Indeed, European banks are having a harder time getting money – part of the fallout from the Eurozone debt crisis – and the resulting credit crunch could freeze business activity, cause bank runs and plunge Europe into a deep recession that would badly damage the global economy.
"The Continent is headed towards deflation if there's not enough money circulating throughout their financing and banking systems," said Money Morning Capital Waves Strategist Shah Gilani. "This all becomes self-fulfilling at some point. It's a very dangerous situation, not just for Europe, but for the whole world."
A global financial crisis would derail the struggling U.S. recovery and pinch the profits of many multinational corporations.
Fresh data this week from the European Central Bank (ECB) showed the M3 Eurozone money supply actually shrank in October by 0.6%, its steepest drop since January 2009 – the height of the Lehman Brothers crisis.
A shrinking money supply is one of the early warning signals that credit availability is drying up, making it difficult or impossible for banks, businesses, and consumers to obtain loans.
"This is very worrying," Tim Congdon from International Monetary Research told The Telegraph. "What it shows is that the implosion of the banking system on the periphery is now outweighing any growth left in the core. We are seeing the destruction of money and it is a clear warning of serious trouble over the next six months."
Signs of capital draining from European banks abound.
The bank bond market is already frozen. European banks in the third quarter were only able to sell bonds worth 15% of what they sold in the same period in the previous two years, according to Citigroup Inc. (NYSE: C).
In the past six months, U.S. money market funds have withdrawn 42% of their money from European banks. And loans to French banks have fallen 69% since the end of May, according to Fitch Ratings.
Even retail customers have started to pull their money out.
"We are starting to witness signs that corporates are withdrawing deposits from banks in Spain, Italy, France and Belgium," an analyst at Citigroup wrote in a recent report. "This is a worrying development."
An Early Look at Things to Come
I made it back late Saturday night from my meetings in Germany.
While I was there, the German Central Bank (the Bundesbank) was unable to sell its full complement of bonds… for the first time ever.
That resulted in an immediate market dive in both Europe and the United States. Thus far, investors have regarded Germany as a "safe haven" and the Continent's strength amidst an ongoing debt crisis.
Now fears have emerged that even the strongest of the European economies has begun to feel the pressure.
This sets the stage for a shaky upcoming week of discussions about Spanish and Italian bailouts, the future of the euro, and the eroding power structure in Brussels.
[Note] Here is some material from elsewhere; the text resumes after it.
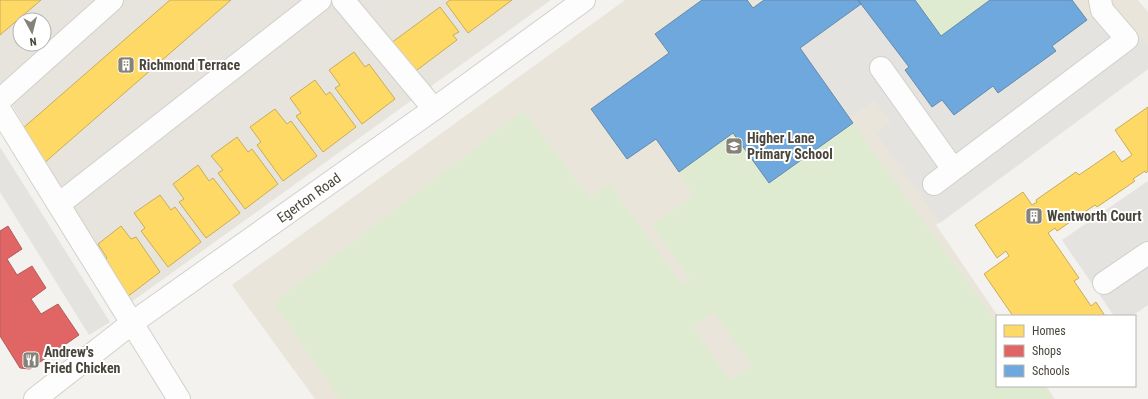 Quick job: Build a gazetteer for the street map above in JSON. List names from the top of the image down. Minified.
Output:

The impact of the credit situation also took center stage during my meetings in Frankfurt.
The topic of my meetings centered on how to fund an expanding number of energy projects in Poland.
Not just any projects, remember, but the exploitation of major unconventional shale gas basins that could literally change the energy face of Europe.
Unconventional gas includes gas from shale deposits, coal bed methane, and tight gas (fuel reservoirs locked in impermeable, hard rock).
As I've said before, access to shale deposits has transformed the North American energy picture in less than five years. Now, Poland has committed to the rapid development of its own shale formations.
In fact, in September, Polish Prime Minister Donald Tusk interrupted one of my presentations to a government commission meeting in Krakow to make this policy announcement! Still, it is one thing to announce an intention and another to see it through.
The Challenge: Making It Happen
In this case, fields need to be identified and geological exploration must take place.
These stages are followed by seismic readings, test holes being spud, data collection and interpretation, pad construction, and well completion. And all this needs to happen before the gas even begins to flow.
At that point, an entire network of compressor stations, processing facilities, and pipelines need to be available for companies to bring the gas to market.
This will likely be the most expensive single infrastructure project ever attempted in Poland. Some of the technology and know-how is already there domestically. But most needs to be financed and imported.
Now some of the work is underway. A few international majors, such as Exxon Mobil Corp. (NYSE: XOM) and Chevron Corp. (NYSE: CVX), along with a range of middle- and smaller-sized U.S., U.K., Polish, and other European companies, are already taking stakes in what should be a high-risk and high-return undertaking.
But while the prospects look promising, this optimism is based on fewer than 10 test wells and very spotty geological data. Most of the heavy lifting will have to be done from the beginning. That means billions upon billions of euros (and dollars, and zlotys, and pound sterling) are required in investment.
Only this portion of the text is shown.